Paddling on, we started our clockwise journey around Jost van Dyke. A couple of bays further we pulled into White Bay to pick up water and get drinks at the Soggy Dollar Bar. The restroom was furnished with the wonderful motto: "Here in this land of Sea and Sun, we don't flush for Number One." Relaxing outside, we applied cream to our itching bites, drunk our pineapple juices and played a game that involves swinging a suspended ring onto a hook. After that we were off again.
The landscape of Jost van Dyke got more impressive as we approached the western point, with towering cliffs gouged with deep gashes, surrounded by huge boulders. At the western point itself was a large colony of seabirds of many types, notably terns and pelicans. As we rounded the point we turned into the wind and waves and the going got tougher, with Zoë in the front of the tandem being particularly soaked by spray.
The north shore of the island did not disappoint, being completely uninhabited and featuring more spectacular scenery. The paddle along the north shore was fairly strenuous, but as we neared the eastern end we were rewarded by the sight of two dolphins, breaking the surface regularly about 10 yards away. Zoë got very excited about his.
Reaching the end of the island, we passed through the gap between Jost van Dyke and Little Jost van Dyke. We paddled over a reef, where the water was so shallow that larger boats cannot pass between the islands. Pulling into a promising-looking bay on Little Jost, we stopped for lunch. Unfortunately our rest point was a very uncomfortable tiny coral beach, littered with broken glass and rubbish, so our stop there was fairly brief.
We then paddled off towards Sandy Spit, and passed between it and Green Cay. After a quick toilet break in the sea we started on our long crossing towards Tortola. The crossing was long and featureless, and our progress as we fought the headwind was painfully slow. After paddling hard for about an hour and a half, we finally limped into the bay on the western side of Rough Point. Inspecting the site carefully for insects, we decided to stay the night.
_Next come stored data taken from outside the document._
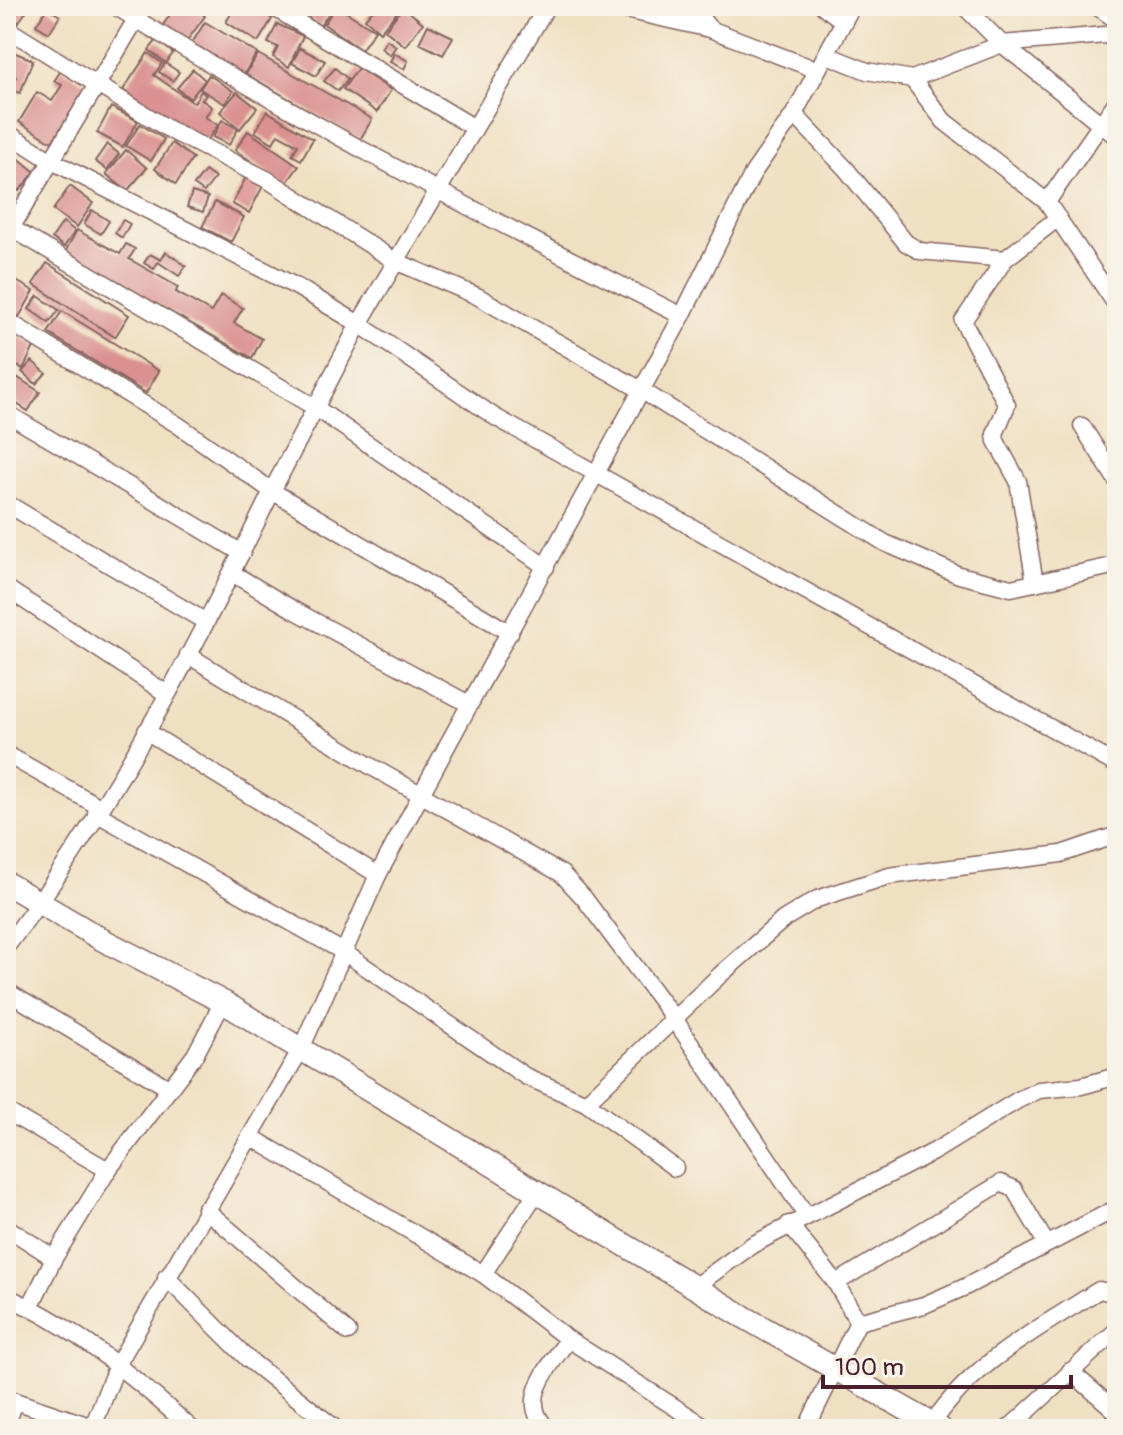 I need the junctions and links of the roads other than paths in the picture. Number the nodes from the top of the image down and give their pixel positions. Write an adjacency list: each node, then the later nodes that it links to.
1 (115, 6): 10 (street)
2 (271, 6): 24 (street)
3 (547, 6): 24 (street)
4 (608, 6): 14 (street)
5 (691, 6): 14 (street)
6 (823, 6): 12 (street)
7 (852, 6): 12 (street)
8 (964, 6): 16 (street)
9 (1096, 6): 11 (street)
10 (140, 12): 20 (street); 28 (street)
11 (1117, 20)
12 (844, 22): 17 (street)
13 (6, 28): 20 (street)
14 (710, 29): 18 (street)
15 (1117, 34): 16 (street)
16 (1002, 44): 19 (street); 23 (street)
17 (827, 55): 18 (street); 19 (street)
18 (817, 70): 22 (street)
19 (912, 79): 29 (street)
20 (97, 83): 27 (street); 33 (street)
21 (1117, 101): 23 (street)
22 (794, 114): 32 (street); 35 (street)
23 (1100, 125): 26 (street); 29 (street)
24 (473, 127): 28 (street)
25 (6, 132): 27 (street)
26 (1117, 137)
27 (50, 160): 31 (street); 37 (street)
28 (436, 189): 33 (street); 35 (street)
29 (1047, 202): 30 (street)
30 (1058, 218): 32 (street); 34 (street)
31 (8, 230): 39 (street)
32 (1005, 259): 50 (street)
33 (395, 261): 37 (street); 38 (street)
34 (1117, 306)
35 (682, 316): 38 (street)
36 (6, 320): 44 (street)
37 (359, 324): 39 (street); 42 (street)
38 (641, 390): 42 (street); 50 (street)
39 (316, 408): 44 (street); 48 (street)
40 (6, 413): 46 (street)
41 (1082, 426): 43 (street)
42 (596, 472): 48 (street); 59 (street)
43 (1117, 481)
44 (272, 491): 46 (street); 53 (street)
45 (6, 503): 52 (street)
46 (242, 553): 49 (street)
47 (1117, 565): 50 (street)
48 (546, 567): 53 (street)
49 (232, 573): 52 (street); 56 (street)
50 (1035, 583)
51 (6, 588): 55 (street)
52 (206, 622): 54 (street)
53 (510, 633): 56 (street)
54 (188, 655): 55 (street); 60 (street)
55 (167, 694): 57 (street)
56 (469, 704): 60 (street)
57 (146, 731): 61 (street); 63 (street)
58 (6, 754): 61 (street)
59 (1117, 765)
60 (422, 793): 63 (street); 70 (street)
61 (98, 810): 65 (street); 67 (street)
62 (1117, 835): 70 (street)
63 (378, 875): 67 (street)
64 (6, 883): 65 (street)
65 (40, 902): 66 (street); 69 (street)
66 (6, 947)
67 (342, 951): 71 (street); 74 (street)
68 (6, 991): 73 (street)
69 (223, 1002): 71 (street); 73 (street)
70 (675, 1020): 74 (street); 82 (street)
71 (301, 1049): 76 (street); 79 (street)
72 (1117, 1076): 82 (street)
73 (170, 1089): 78 (street)
74 (586, 1103): 77 (street)
75 (6, 1111): 78 (street)
76 (251, 1137): 81 (street); 87 (street)
77 (675, 1168)
78 (108, 1170): 86 (street)
79 (538, 1190): 87 (street); 90 (street)
80 (1117, 1208): 85 (street)
81 (205, 1209): 88 (street); 96 (street)
82 (806, 1215): 83 (street)
83 (789, 1224): 89 (street); 90 (street)
84 (6, 1227): 86 (street)
85 (1046, 1243): 89 (street); 94 (street)
86 (54, 1258): 93 (street)
87 (483, 1274): 97 (street)
88 (166, 1277): 98 (street); 107 (street)
89 (836, 1283): 94 (street)
90 (694, 1287): 99 (street)
91 (1117, 1294): 104 (street)
92 (6, 1297): 93 (street)
93 (30, 1307): 98 (street)
94 (858, 1322): 99 (street)
95 (1117, 1330): 100 (street)
96 (348, 1332)
97 (568, 1339): 108 (street); 109 (street)
98 (117, 1365): 105 (street); 106 (street)
99 (833, 1368): 104 (street); 110 (street)
100 (1070, 1371): 102 (street); 111 (street)
101 (10, 1400): 103 (street); 105 (street)
102 (1117, 1412)
103 (6, 1426)
104 (937, 1427)
105 (93, 1428)
106 (192, 1429)
107 (336, 1429)
108 (548, 1429)
109 (709, 1429)
110 (806, 1429)
111 (1008, 1429)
After a snorkel around the reef in the bay we set up our hammocks. Zoë prepared a wholesome meal of couscous and vegetables, followed by a surprisingly successful attempt at a cheesecake. The sun set over the sea in a particularly impressive way, and we retired to our hammocks fairly exhausted, although I managed to bloody my toe on a pointy rock on the way.
I cheerily woke everyone up at sunrise this morning, which they really appreciated. We had a leisurely breakfast before setting off when the sun reached our bay. We paddled along a couple of bays to Josiah's Bay where we stopped at a bar called The Grape Tree for a pineapple juice. Adrian and I couldn't resist a hotdog as we were hungry by 10am and it was a long time until lunch. We headed back into the scorching sun and after a quick frolic in the water we got onto our boats and attempted to surf at one of the BVI's premier surf spots, failed and gave up. We paddled back round the corner where we saw another turtle, stopped and tethered the boats so some rocks. I had a doze while the boys went and found jumping-off rocks and snorkelled.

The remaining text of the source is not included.